Re: USAGE: Chinese Romanization (was: USAGE: Help with Chinese phrase)
From: | John Cowan <cowan@...> |
Date: | Tuesday, September 7, 2004, 15:03 |
Ray Brown scripsit:
> But |ü| is used only after |l| and |n|. In all other instances PY writes
> [y] simply as |u|.
I think that's a straightforward simplification, like writing -un for -uen.
There is no [u]/[y] contrast except after [l] and [n], so no reason to
use the diacritic and get involved with the annoyances of double
diacritics.
> By the 1950s the Chinese People's Republic could find |ü| = [y] in many
> other places, including Turkey - but I am *not* suggesting Turkish
> influence!
>
> It may be argued that historically all the other uses of |ü| = [y] are
> ultimately derived from german practice - but that IMO is an entirely
> different matter.
I think the evidence is in fact clear that the Turkish vowels with
diaeresis are derived directly, not merely indirectly, from German
conventions.
BTW, Turkish has an interesting convention that I didn't know about
until recently: a circumflex accent on a back vowel means that the
preceding consonant is palatalized (normally palatalization is
a sub-phonemic concomitant of a following front vowel).
> The whole debate about the phonemic status of [E] and [o] is not settled
> AFAIK. I think most (all?) agree that [E]is an allophone of the mid
> central unrounded vowel [??] (CXS [@])
Except that there is a contrast in the case of these two interjections
/E/ and /o/ vs. the ordinary words /ei/ and /uo/. Interjections are
often exempt from the ordinary rules of a language: consider the
English interjections [t!-t!] and /S/.
> My wonder, indeed, is why the "apostrophe system" ever got into Wade-Giles.

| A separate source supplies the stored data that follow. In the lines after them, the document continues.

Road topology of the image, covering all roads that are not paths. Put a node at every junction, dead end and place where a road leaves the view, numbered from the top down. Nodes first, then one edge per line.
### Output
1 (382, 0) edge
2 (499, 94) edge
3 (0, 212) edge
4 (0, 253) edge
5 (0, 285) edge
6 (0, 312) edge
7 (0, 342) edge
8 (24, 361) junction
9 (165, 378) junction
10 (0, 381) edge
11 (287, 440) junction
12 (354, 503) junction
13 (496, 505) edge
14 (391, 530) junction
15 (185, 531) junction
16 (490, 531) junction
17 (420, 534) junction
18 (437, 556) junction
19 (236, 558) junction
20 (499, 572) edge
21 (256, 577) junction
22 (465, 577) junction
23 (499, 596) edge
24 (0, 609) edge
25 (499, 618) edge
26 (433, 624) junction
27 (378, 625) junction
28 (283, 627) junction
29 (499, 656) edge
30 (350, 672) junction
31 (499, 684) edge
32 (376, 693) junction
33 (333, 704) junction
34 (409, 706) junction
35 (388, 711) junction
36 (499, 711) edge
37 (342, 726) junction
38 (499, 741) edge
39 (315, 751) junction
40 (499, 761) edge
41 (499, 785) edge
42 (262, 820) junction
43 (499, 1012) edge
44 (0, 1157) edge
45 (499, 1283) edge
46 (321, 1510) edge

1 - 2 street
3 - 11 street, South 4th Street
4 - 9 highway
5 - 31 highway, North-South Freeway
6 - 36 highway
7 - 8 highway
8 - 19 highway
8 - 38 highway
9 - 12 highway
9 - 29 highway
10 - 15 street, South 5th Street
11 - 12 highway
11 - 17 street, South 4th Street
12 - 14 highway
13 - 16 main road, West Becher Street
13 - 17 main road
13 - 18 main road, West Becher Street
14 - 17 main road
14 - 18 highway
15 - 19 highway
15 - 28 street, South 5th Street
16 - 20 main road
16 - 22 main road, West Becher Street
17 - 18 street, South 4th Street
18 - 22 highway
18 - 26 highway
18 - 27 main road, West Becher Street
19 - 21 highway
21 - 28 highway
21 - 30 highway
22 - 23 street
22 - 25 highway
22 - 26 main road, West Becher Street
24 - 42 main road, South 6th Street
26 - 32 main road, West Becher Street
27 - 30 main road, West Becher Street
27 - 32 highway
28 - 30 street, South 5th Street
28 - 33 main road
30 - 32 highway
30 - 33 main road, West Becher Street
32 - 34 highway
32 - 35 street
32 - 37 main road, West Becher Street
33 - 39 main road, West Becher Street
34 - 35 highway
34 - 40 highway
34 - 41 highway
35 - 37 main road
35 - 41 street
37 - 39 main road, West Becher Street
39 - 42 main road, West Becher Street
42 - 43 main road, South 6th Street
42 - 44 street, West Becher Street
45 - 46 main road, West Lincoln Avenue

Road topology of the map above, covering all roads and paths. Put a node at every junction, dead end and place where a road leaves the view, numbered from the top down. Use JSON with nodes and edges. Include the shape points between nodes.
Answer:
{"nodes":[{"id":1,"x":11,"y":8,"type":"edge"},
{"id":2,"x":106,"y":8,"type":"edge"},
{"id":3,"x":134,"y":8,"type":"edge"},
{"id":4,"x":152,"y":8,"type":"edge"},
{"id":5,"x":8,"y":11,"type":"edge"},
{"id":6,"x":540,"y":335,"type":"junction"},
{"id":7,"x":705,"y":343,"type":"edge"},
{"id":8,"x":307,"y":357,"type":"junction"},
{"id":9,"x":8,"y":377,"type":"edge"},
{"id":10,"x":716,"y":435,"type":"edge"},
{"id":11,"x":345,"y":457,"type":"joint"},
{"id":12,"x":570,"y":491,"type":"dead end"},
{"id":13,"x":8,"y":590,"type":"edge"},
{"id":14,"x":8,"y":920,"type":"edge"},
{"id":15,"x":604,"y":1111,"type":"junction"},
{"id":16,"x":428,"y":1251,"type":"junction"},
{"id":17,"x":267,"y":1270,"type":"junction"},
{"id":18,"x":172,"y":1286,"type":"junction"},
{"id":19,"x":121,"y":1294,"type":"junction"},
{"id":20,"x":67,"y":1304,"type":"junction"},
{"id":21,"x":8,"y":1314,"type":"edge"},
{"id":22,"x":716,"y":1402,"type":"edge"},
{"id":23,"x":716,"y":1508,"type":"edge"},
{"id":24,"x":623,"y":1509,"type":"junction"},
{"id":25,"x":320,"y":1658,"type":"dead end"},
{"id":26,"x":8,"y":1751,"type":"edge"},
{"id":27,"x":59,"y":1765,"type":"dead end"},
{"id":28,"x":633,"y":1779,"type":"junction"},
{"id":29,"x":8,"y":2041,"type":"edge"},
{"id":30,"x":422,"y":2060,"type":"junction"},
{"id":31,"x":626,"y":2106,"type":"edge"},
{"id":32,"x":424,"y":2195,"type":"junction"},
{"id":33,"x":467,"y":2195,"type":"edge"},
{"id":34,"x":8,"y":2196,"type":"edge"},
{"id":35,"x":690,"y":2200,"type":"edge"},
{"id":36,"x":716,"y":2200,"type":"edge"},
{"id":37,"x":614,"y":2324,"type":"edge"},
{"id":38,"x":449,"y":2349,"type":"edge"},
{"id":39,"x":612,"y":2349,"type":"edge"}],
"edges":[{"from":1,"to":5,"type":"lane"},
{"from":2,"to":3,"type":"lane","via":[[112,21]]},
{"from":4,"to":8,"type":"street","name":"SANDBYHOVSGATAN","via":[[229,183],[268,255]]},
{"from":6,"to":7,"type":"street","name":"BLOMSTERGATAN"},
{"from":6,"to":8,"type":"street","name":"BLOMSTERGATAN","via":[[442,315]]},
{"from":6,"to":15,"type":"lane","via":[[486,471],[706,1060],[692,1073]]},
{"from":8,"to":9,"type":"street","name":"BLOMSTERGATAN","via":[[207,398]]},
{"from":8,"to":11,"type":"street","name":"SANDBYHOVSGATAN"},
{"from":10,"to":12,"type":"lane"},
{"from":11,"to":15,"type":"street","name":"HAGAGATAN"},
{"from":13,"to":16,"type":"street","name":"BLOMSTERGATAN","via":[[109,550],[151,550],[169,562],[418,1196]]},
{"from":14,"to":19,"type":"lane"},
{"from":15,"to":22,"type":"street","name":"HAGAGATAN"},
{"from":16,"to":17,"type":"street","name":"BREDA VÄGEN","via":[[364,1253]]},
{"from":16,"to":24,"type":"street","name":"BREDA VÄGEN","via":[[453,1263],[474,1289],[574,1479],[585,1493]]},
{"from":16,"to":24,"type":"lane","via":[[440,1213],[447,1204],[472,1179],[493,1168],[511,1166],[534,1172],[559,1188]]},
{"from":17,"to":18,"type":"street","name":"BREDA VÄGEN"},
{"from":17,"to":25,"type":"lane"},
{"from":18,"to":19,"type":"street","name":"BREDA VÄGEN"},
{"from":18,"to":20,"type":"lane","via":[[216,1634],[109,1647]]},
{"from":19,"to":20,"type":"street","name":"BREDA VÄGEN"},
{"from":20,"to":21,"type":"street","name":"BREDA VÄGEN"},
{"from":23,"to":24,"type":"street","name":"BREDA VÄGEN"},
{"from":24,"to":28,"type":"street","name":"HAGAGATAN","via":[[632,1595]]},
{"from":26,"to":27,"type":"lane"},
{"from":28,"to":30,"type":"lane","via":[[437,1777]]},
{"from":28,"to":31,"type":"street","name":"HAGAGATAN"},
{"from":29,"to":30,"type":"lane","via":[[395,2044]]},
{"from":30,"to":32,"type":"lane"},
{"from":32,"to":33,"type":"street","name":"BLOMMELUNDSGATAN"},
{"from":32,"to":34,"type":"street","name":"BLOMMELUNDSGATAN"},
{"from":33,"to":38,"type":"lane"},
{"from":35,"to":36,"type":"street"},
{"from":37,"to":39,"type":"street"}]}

Probably because it was felt to be more phonetically accurate
(i.e. closer to the European uses of consonants).
> I always thought that the Gwoyeu Romatzyh idea of having tones built into
> the spelling rather than denoted by diacritics was a good idea (anglophone
> Newspapers always ignore diacritics); but I confess I thought GR made it
> too complicated. I would have done it more simply.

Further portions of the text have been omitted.